Поскольку при Ашшурбанипале упоминание имени скифов в источниках отсутствует, А.Ю. Алексеев предполагает, что приблизительно в начале правления этого царя произошел отток части кочевников к северу от Главного Кавказского хребта, с чем он связывает появление на этой территории погребений с переднеазиатскими импортными изделиями [Алексеев, 2003, с. 110].

Завершение первого этапа пребывания скифов на Ближнем Востоке А.Ю. Алексеев соотносит с серединой VII в. до н. э., что по времени совпадает с финалом формирования классической архаической скифской культуры [Алексеев, 2003, с. 22].

Что касается второго этапа пребывания скифов на Ближнем Востоке, то суммируя все весьма разноречивые хронологические указания, А.Ю. Алексеев приходит к выводу, что Мадий появился в Передней Азии во время правления Киаксара, скорее всего, в пятнадцатилетие между 640 и 625 гг. до н. э. (ближе к концу этого интервала). Косвенно это следует и из отсутствия сведений о скифах в ассирийских «анналах» Ашшурбанипала, позднейший из которых датируется 639 г. до н. э. [Алексеев, 2003, c. 122].

Именно этот этап пребывания второго поколения скифов в Передней Азии произвел наиболее сильное впечатление на население всего обширного региона и оставил память о себе в греческой и древнееврейской литературе. Возвращение скифов после «второго похода» царя Мадия А.Ю. Алексеев относит к концу VII в. до н. э., не исключая при этом, что скифский «исход» не происходил одномоментно, и какие-то небольшие мобильные группы могли при этом проявлять значительную независимость [Алексеев, 2003, c. 154].

Исследователь также отмечает существование хронологического разрыва между двумя этапами пребывания скифов в Передней Азии, который, стал особенно ощутимым в связи с укреплением «короткой хронологии» многих династий переднеазиатских государств [Грантов- ский 1998; Алексеев, 2003, с. 110, 111].
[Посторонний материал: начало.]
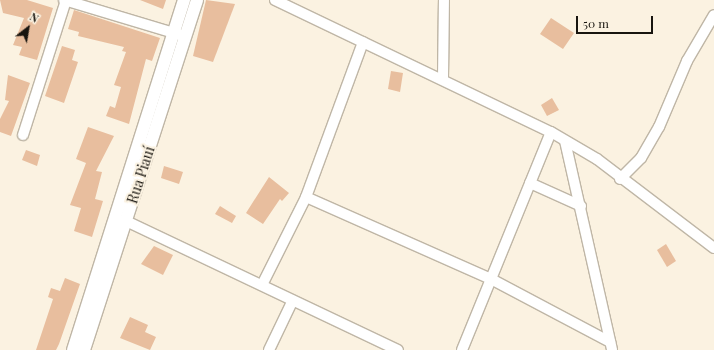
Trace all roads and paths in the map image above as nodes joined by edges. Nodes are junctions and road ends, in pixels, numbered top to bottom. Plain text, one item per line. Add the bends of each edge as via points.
1 (65, 0) edge
2 (184, 0) edge
3 (197, 0) edge
4 (275, 0) edge
5 (444, 0) edge
6 (714, 15) edge
7 (180, 35) junction
8 (363, 42) junction
9 (443, 78) junction
10 (550, 132) junction
11 (22, 135) dead end
12 (565, 141) junction
13 (620, 179) junction
14 (530, 183) junction
15 (306, 197) junction
16 (581, 206) junction
17 (126, 221) junction
18 (714, 248) edge
19 (491, 279) junction
20 (262, 285) junction
21 (293, 300) junction
22 (611, 346) edge
23 (73, 350) edge
24 (84, 350) edge
25 (270, 350) edge
26 (398, 350) edge
27 (462, 350) edge

1 - 7 street
1 - 11 street
2 - 7 main road, Rua Piauí
3 - 7 main road, Rua Piauí
4 - 8 street
5 - 9 street
6 - 13 street via 687,61 648,145 635,165
7 - 17 main road, Rua Piauí
7 - 23 main road
8 - 9 street
8 - 15 street
9 - 10 street
10 - 12 street
10 - 14 street
12 - 13 street via 597,159
12 - 16 street
13 - 18 street
14 - 16 street
14 - 19 street
15 - 19 street
15 - 20 street
16 - 22 street
17 - 20 street
17 - 24 main road, Rua Piauí
19 - 22 street
19 - 27 street
20 - 21 street
21 - 25 street
21 - 26 street

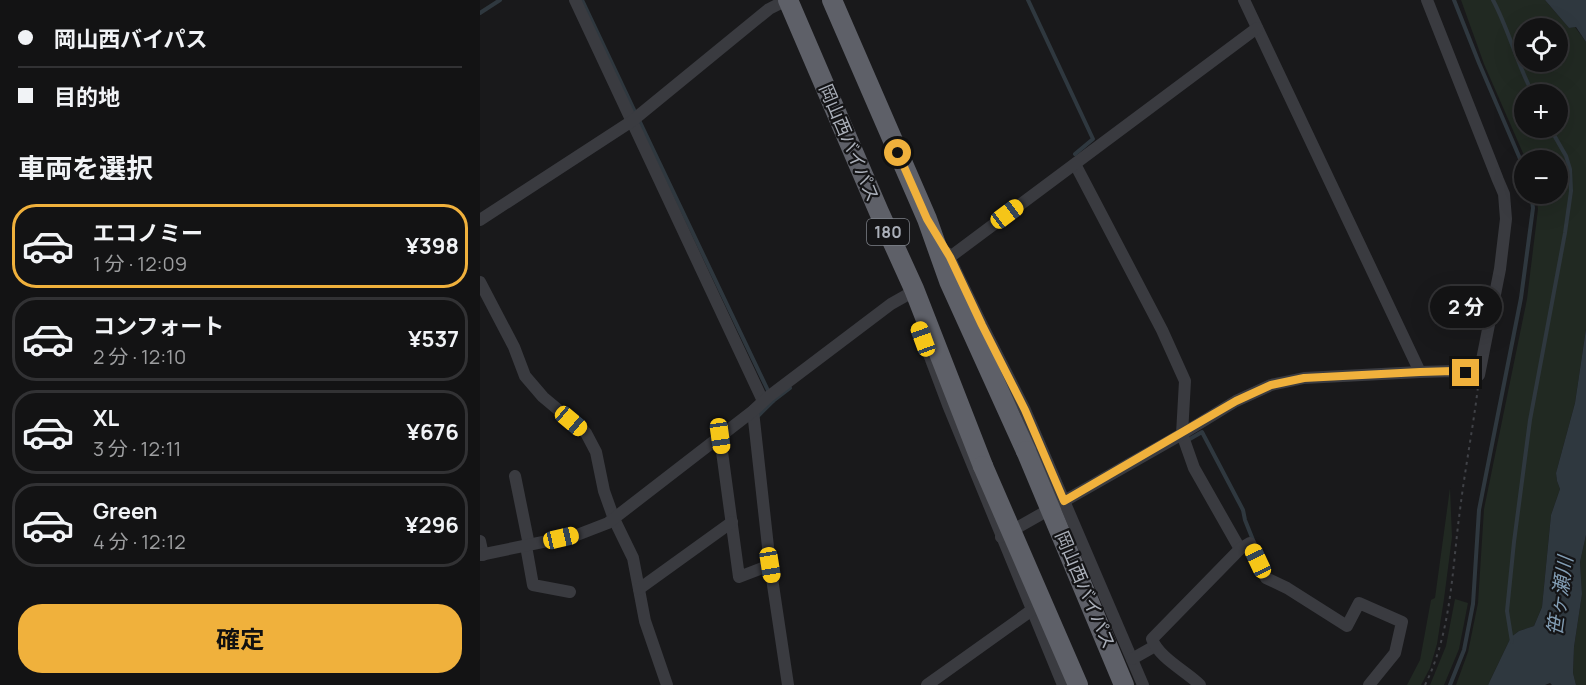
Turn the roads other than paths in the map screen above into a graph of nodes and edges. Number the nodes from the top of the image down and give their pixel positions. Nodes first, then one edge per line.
1 (575, 0) edge
2 (787, 0) edge
3 (832, 0) edge
4 (1244, 0) edge
5 (1427, 0) edge
6 (1257, 28) junction
7 (635, 118) junction
8 (1076, 164) junction
9 (879, 212) junction
10 (927, 219) junction
11 (480, 220) edge
12 (950, 257) junction
13 (480, 282) edge
14 (907, 295) junction
15 (1420, 372) junction
16 (768, 398) junction
17 (753, 411) junction
18 (1182, 434) junction
19 (720, 436) junction
20 (515, 476) dead end
21 (1064, 501) junction
22 (614, 519) junction
23 (732, 522) junction
24 (1001, 537) junction
25 (480, 541) edge
26 (527, 546) junction
27 (1240, 549) junction
28 (482, 555) edge
29 (768, 566) junction
30 (639, 589) junction
31 (570, 592) dead end
32 (1032, 610) junction
33 (1155, 646) junction
34 (1132, 658) junction
35 (667, 685) edge
36 (788, 685) edge
37 (927, 685) edge
38 (1063, 685) edge
39 (1078, 685) edge
40 (1124, 685) edge
41 (1143, 685) edge
42 (1200, 685) edge
43 (1369, 685) edge

1 - 7 street
2 - 7 street
2 - 9 highway, 岡山西バイパス / 180
3 - 10 highway, 岡山西バイパス / 180
4 - 6 street
5 - 15 street
6 - 8 street
6 - 15 street
7 - 11 street
7 - 16 street
8 - 12 street
8 - 18 street
9 - 14 street
9 - 39 highway, 岡山西バイパス / 180, bridge
10 - 12 street
10 - 40 highway, 岡山西バイパス / 180, bridge
12 - 21 street
13 - 22 street
14 - 16 street
14 - 24 street
15 - 18 street
16 - 17 street
17 - 19 street
17 - 29 street
18 - 21 street
18 - 27 street
19 - 22 street
19 - 23 street
20 - 26 street
21 - 24 street
21 - 34 street
22 - 26 street
22 - 30 street
23 - 29 street
23 - 30 street
24 - 32 street
25 - 28 street
26 - 28 street
26 - 31 street
27 - 33 street
27 - 43 street
29 - 36 street
30 - 35 street
32 - 37 street
32 - 38 street
33 - 34 street
33 - 42 street
34 - 41 street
В отличие от И.Н. Медведской, А.Ю. Алексеев, считает неоправданным отказ от опоры на античную традицию скифской истории в Передней Азии (в большей степени касавшуюся событий второй половины VII в. до н. э.), впрочем, как и резкое сужение рамок пребывания скифов в этом регионе. Он также выступает за помещение древностей типа Новочеркасского клада в VII в. до н. э. и доживание памятников РСК-III по меньшей мере до середины VI в. до н. э. [Алексеев, 2003, c. 20, 133].

Вместе с тем, суждения А.Ю. Алексеева о рубеже между архаической и классической Скифией отличаются противоречивостью. Граница, разделяющая две скифские культуры, относится им к середине, последней трети или концу VI в. до н. э. и связывается с появлением в Северном Причерноморье воинских погребений с сопровождающим инвентарем, являющимся инновацией для данной территории [Алексеев, 2003, с. 156, 162, 182, 184, 190, табл. 24]

Из работ последнего пятилетия следует отметить публикации В.Е. Маслова и Д.С. Гречко.

Статья В.Е. Маслова посвящена проблеме хронологии ключевого для раннескифской археологии памятника -- Келермесского могильника [Маслов, 2012]. В ней автор предлагает отказаться от разделения материалов этого памятника на две хронологические группы. По его мнению, все находки из Келермесского могильника очень тесно взаимосвязаны и укладываются в достаточно узкий хронологический промежуток времени. Разрыв между временем возведения отдельных курганов не должен превышать одного--трех десятилетий, а в ряде случаев, возможно, и несколько лет [Маслов, 2012, c. 356].

Вместе с тем, датировка, предложеннаяВ.Е. Масловым для Келермесского могильника в интервале 650--580 гг. до н. э., свидетельствует о его довольно длительном функционировании и предполагает выделение внутри него более древних и более молодых комплексов. В этой связи говорить о существовании единого хронологического горизонта древностей на протяжении 70 лет вряд ли является оправданным.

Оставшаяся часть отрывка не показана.